En las películas de Zhang Yimou, el amor —ese amor más poderoso que la vida, que vertebra lo mejor de su filmografía— no se expresa con las efusiones habituales en nuestra sociedad y, por ende, en nuestra pantalla. Dicho más claramente, no hay besos ni arrumacos y mucho menos erotismo. Llama especialmente la atención el recato con que se presentan las miradas furtivas de Tianqing a Ju Dou, cuando ésta se desnuda para lavarse en el pajar. El amor en el cine del gran Yimou es como una carrera de fondo y se muestra a través de las parejas que han envejecido juntas, contra todo y contra todos. Sí señor, ese amor hasta la muerte que empieza a ser tan infrecuente en la sociedad occidental como en su cine.
Otras veces, ese amor sin besos y en apariencia falto de pasión, se expresa en unos raviolis de setas como los que Zhao Di (Zhang Ziyi) cocina para Luo Chagnyu (Zheng Hao), el nuevo maestro del pueblo en El camino a casa (2000). Contada mediante un flashback, dicha analepsis nos refiere el sentimiento de la primera mujer de su pueblo que se enamoró de quien le vino en gana y también permaneció a su lado hasta que la muerte les separó.
Cuando se estrenó El camino a casa, Zhang Yimou —no obstante la prohibición de viajar para promocionar sus películas que con tanta frecuencia le impusieron las autoridades de su país en los años 90— ya era el más internacional de los realizadores chinos. Quiere ello decir que no tardó en darse a ese cine de artes marciales por el que, al parecer, han de pasar todos los cineastas de aquel país que frecuentan la cartelera internacional.
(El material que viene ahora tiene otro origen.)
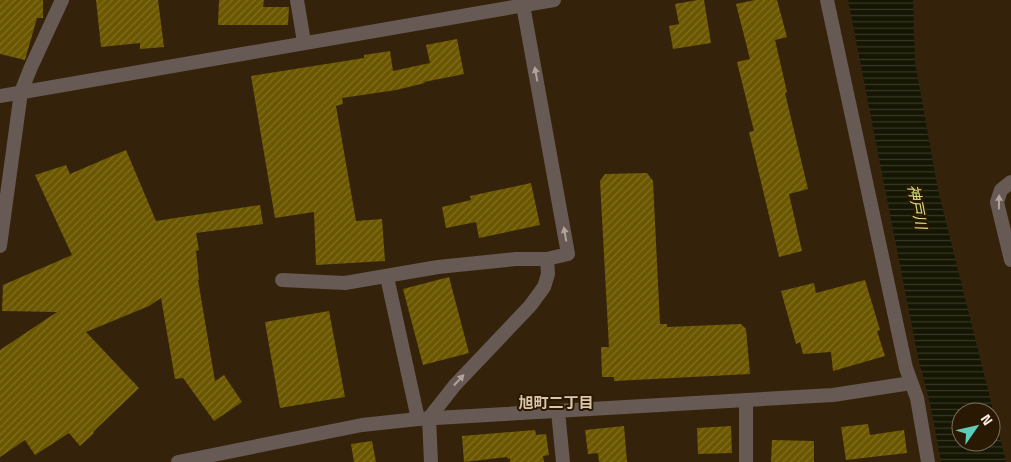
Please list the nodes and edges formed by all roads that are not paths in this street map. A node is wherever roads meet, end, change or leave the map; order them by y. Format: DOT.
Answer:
graph roads {
  1 [pos="62,0"];
  2 [pos="297,0"];
  3 [pos="554,0"];
  4 [pos="827,0"];
  5 [pos="523,5"];
  6 [pos="304,42"];
  7 [pos="22,92"];
  8 [pos="0,96"];
  9 [pos="1011,182"];
  10 [pos="0,246"];
  11 [pos="547,259"];
  12 [pos="1011,260"];
  13 [pos="386,276"];
  14 [pos="282,280"];
  15 [pos="911,383"];
  16 [pos="746,400"];
  17 [pos="558,411"];
  18 [pos="423,419"];
  19 [pos="178,462"];
  20 [pos="431,462"];
  21 [pos="563,462"];
  22 [pos="746,462"];
  23 [pos="928,462"];
  1 -- 7 [label="street"];
  2 -- 6 [label="street"];
  3 -- 5 [label="street"];
  4 -- 15 [label="street"];
  5 -- 6 [label="street"];
  11 -- 5 [label="street, one-way"];
  6 -- 7 [label="street"];
  7 -- 8 [label="street"];
  7 -- 10 [label="street"];
  12 -- 9 [label="street, one-way"];
  11 -- 13 [label="street"];
  18 -- 11 [label="street, one-way"];
  13 -- 14 [label="street"];
  13 -- 18 [label="street"];
  15 -- 16 [label="street"];
  15 -- 23 [label="street"];
  16 -- 17 [label="street"];
  16 -- 22 [label="street"];
  17 -- 18 [label="street"];
  17 -- 21 [label="street"];
  18 -- 19 [label="street"];
  18 -- 20 [label="street"];
}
De este modo, la épica de títulos como Héroe (2002), La casa de las dagas voladoras (2004) o La maldición de la flor dorada (2006), mucho más comercial, sustituyó a la lírica de sus cintas de amor con las mismas que la bella Zhang Ziyi ocupó el antiguo espacio de Gong Li en la inspiración del realizador.
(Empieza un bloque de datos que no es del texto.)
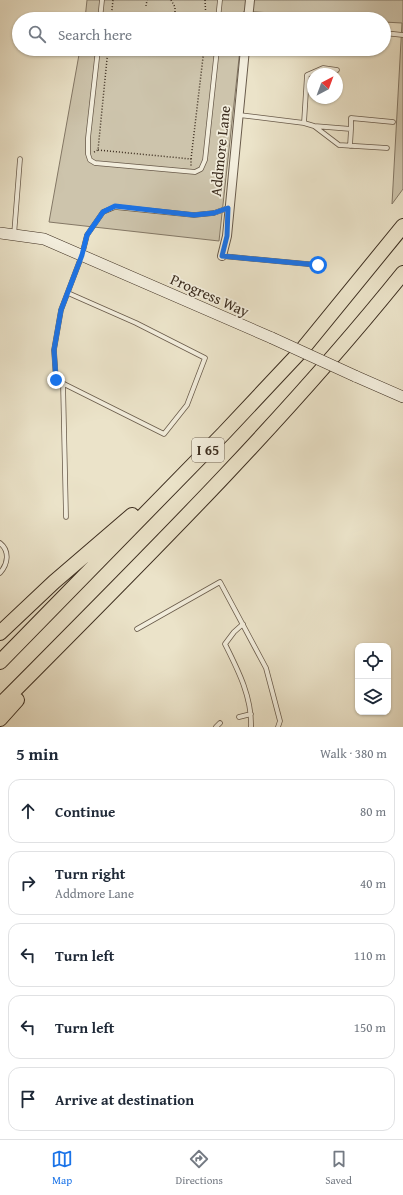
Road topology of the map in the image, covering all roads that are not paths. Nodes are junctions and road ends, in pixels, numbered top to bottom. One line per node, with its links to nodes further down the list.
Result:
1 (102, 0): 4 (lane)
2 (220, 0): 5 (lane)
3 (250, 0): 6 (street)
4 (101, 12)
5 (219, 12)
6 (249, 12)
7 (391, 34): 8 (lane)
8 (403, 35)
9 (97, 56): 10 (lane)
10 (216, 56)
11 (244, 56): 13 (street, Addmore Lane)
12 (307, 75): 15 (lane)
13 (239, 115): 15 (lane); 21 (street, Addmore Lane)
14 (393, 122): 17 (lane)
15 (304, 123): 16 (lane)
16 (314, 126): 17 (lane); 18 (lane)
17 (350, 129): 18 (lane)
18 (350, 146): 19 (lane)
19 (387, 148)
20 (20, 159): 24 (lane)
21 (228, 208): 25 (lane); 26 (street, Addmore Lane)
22 (403, 226): 32 (highway, I 65)
23 (0, 233): 24 (street, Progress Way)
24 (14, 235): 25 (street, Progress Way)
25 (82, 255): 29 (lane); 31 (street, Progress Way, bridge)
26 (222, 256): 27 (lane)
27 (318, 265)
28 (403, 273): 36 (highway, I 65)
29 (68, 293): 30 (lane); 30 (lane)
30 (63, 383): 33 (lane)
31 (403, 397)
32 (202, 455): 39 (highway); 40 (highway, I 65)
33 (66, 517)
34 (0, 543): 35 (lane)
35 (0, 573)
36 (102, 602): 41 (highway, I 65); 44 (highway)
37 (243, 624): 38 (lane); 42 (lane); 48 (lane)
38 (137, 628)
39 (0, 633)
40 (0, 662)
41 (0, 705)
42 (251, 714): 43 (lane); 47 (lane)
43 (239, 717)
44 (0, 719)
45 (220, 722): 46 (lane)
46 (216, 727)
47 (250, 727)
48 (278, 727)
Otro día hablaré de cómo descubrí que físicamente los chinos se parecen a los japoneses, en la misma medida que los españoles puedan parecerse a los ingleses, viendo películas de Kurosawa y Zhang Yimou.
Igual era cosa de ir dejando el tópico de que Kurosawa fue el más occidentalizado de los cineastas japoneses.
Una película de Yimou de la que no se suele hablar es «Qiu Yu, una mujer china». Dos son sus méritos: mostrar los efectos injustos de la Justicia y conseguir que Gong Li parezca fea.